An injective smooth function with injective differential must have a continuous inverse?

Let $U \subset \mathbb R^n$ be an open subset and let $f \colon U \to \mathbb R^m$ be a $C^\infty$ function. We suppose that $f$ is injective and that the differential $Df(x)$ is injective for all $x \in U$. Does it follow that the inverse function $f^{-1} \colon f(U) \to U$ is continuous?

The question is motivated by the fact that some authors require continuity of the inverse in the definition of a parametrized surface in $\mathbb R^3$ and some authors does not.

I think the answer is "no", but I cannot find an example.

Note: the answer below by trew is to a previous question of the question, where I wrote "$D(f)$ invertible" by mistake (in which case trew's is of course correct).

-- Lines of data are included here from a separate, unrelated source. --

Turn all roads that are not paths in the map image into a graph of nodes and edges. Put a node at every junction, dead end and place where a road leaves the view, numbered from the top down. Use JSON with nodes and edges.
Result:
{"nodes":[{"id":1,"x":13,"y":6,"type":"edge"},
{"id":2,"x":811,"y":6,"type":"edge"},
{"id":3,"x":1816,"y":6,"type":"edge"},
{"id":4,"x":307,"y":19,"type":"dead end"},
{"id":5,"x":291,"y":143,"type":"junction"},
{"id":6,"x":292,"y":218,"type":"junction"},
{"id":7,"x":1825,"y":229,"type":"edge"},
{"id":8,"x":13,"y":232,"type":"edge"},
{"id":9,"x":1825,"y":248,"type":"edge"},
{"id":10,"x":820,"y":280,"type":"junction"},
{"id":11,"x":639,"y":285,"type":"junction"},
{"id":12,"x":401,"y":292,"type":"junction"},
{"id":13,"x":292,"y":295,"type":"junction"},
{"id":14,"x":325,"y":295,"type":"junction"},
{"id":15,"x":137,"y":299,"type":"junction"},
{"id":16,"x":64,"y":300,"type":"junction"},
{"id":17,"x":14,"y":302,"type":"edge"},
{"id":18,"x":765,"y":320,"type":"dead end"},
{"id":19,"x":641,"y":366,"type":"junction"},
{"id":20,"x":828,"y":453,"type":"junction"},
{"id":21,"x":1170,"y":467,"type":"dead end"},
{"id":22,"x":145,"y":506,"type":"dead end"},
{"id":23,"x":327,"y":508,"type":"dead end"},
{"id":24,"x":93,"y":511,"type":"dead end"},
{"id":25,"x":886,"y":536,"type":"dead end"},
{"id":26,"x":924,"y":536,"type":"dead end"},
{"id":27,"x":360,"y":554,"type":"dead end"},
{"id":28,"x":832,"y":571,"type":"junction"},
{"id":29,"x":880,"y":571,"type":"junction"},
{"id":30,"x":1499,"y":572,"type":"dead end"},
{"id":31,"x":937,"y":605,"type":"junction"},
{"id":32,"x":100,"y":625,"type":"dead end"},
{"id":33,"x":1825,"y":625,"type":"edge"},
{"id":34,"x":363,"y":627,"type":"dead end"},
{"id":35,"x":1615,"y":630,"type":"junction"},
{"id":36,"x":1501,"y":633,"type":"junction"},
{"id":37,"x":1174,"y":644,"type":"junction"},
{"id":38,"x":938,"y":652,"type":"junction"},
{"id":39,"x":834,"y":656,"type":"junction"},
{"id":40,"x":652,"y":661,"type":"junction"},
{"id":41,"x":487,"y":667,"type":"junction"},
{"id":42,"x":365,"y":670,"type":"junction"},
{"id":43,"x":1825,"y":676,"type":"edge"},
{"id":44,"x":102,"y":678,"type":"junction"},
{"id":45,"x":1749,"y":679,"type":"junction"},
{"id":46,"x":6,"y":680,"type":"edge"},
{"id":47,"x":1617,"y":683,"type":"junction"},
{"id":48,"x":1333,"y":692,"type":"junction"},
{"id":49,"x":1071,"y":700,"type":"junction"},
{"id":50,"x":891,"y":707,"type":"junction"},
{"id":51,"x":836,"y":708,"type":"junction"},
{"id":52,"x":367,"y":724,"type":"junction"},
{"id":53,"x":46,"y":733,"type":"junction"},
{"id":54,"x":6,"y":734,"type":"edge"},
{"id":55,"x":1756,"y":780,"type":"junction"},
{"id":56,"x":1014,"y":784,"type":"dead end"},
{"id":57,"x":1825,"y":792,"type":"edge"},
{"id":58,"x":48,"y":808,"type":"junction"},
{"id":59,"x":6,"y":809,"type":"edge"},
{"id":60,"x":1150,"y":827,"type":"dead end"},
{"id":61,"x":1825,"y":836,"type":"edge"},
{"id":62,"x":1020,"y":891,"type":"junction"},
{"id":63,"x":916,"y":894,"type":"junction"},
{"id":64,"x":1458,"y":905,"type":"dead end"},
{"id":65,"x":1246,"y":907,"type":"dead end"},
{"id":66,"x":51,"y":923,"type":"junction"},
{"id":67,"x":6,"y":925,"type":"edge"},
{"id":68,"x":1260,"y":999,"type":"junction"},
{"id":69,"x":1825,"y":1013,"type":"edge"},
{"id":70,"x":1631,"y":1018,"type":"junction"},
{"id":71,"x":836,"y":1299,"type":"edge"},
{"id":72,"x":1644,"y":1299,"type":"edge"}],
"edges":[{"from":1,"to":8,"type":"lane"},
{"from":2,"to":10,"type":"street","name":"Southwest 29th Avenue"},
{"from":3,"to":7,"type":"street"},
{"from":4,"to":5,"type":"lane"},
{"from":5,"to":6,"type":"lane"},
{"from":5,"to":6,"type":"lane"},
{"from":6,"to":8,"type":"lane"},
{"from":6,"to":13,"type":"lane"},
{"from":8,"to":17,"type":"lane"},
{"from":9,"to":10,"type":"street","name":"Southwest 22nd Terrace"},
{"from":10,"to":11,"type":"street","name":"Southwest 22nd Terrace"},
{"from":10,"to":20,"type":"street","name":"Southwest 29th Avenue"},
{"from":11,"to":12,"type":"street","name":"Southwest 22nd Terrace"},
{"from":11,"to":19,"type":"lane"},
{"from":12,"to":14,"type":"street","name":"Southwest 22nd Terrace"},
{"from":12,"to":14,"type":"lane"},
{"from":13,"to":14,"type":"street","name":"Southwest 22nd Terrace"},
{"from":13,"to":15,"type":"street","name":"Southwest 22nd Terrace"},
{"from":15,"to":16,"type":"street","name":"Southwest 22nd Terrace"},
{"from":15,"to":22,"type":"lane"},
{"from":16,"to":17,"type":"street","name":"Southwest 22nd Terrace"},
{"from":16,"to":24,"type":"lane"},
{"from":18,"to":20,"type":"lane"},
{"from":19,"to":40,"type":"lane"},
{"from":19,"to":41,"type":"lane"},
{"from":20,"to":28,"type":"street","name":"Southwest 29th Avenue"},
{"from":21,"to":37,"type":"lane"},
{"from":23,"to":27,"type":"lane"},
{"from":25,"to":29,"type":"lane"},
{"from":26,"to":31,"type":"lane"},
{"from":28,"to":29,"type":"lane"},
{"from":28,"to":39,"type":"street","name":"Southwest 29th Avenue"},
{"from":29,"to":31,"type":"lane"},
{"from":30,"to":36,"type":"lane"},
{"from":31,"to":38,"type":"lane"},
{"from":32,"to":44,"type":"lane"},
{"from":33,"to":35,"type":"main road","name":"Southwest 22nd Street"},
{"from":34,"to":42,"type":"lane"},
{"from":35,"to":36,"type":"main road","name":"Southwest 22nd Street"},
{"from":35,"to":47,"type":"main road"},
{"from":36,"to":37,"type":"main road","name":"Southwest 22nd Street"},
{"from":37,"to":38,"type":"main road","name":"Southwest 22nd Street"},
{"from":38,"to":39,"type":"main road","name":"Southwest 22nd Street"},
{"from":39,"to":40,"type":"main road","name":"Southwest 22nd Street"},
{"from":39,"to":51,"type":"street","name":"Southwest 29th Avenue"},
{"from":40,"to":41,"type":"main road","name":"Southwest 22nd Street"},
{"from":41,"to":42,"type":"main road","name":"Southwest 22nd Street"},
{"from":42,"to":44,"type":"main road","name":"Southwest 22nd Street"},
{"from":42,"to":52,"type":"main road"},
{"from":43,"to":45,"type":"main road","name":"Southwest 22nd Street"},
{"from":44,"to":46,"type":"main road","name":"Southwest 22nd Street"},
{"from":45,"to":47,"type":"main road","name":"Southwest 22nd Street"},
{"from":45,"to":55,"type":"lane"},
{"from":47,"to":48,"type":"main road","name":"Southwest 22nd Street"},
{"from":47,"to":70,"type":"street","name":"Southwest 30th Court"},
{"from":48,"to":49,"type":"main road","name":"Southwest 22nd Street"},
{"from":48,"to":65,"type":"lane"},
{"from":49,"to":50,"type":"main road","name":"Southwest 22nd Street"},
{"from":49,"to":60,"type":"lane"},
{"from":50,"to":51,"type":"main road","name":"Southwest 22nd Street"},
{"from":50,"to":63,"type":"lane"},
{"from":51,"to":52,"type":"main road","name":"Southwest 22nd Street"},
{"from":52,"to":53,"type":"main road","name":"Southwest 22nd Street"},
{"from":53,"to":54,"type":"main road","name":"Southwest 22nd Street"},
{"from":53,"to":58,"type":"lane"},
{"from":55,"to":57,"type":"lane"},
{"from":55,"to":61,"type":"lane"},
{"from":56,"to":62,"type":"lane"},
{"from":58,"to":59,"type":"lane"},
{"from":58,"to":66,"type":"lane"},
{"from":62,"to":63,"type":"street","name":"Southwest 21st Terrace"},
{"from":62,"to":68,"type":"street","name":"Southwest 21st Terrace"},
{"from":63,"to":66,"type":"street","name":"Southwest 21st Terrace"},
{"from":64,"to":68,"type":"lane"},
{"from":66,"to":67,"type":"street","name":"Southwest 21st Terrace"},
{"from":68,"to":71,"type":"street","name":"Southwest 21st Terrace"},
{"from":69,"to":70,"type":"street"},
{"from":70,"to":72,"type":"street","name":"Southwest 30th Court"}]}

• Now you've edited the question, how about $n=1$, $m=2$ and the map is from the open interval onto something which looks a bit like a letter "e"? – user30035 Mar 19 '13 at 21:26
• Yes, you're right, it was really really easy! – John Mar 19 '13 at 21:33
• I learnt this trick in my UG diff geom class; it probably has a completely standard name but if so, it escapes me. – user30035 Mar 19 '13 at 21:41

Yes this is true since your map is open by the local diffeomorphism theorem. We can find for every $x \in U$ an open $U_x$ such that f is a diffeomorphism from $U_x$ to $f(U_x)$.(i think we need that f is in $C^{1}$ not just differentiable)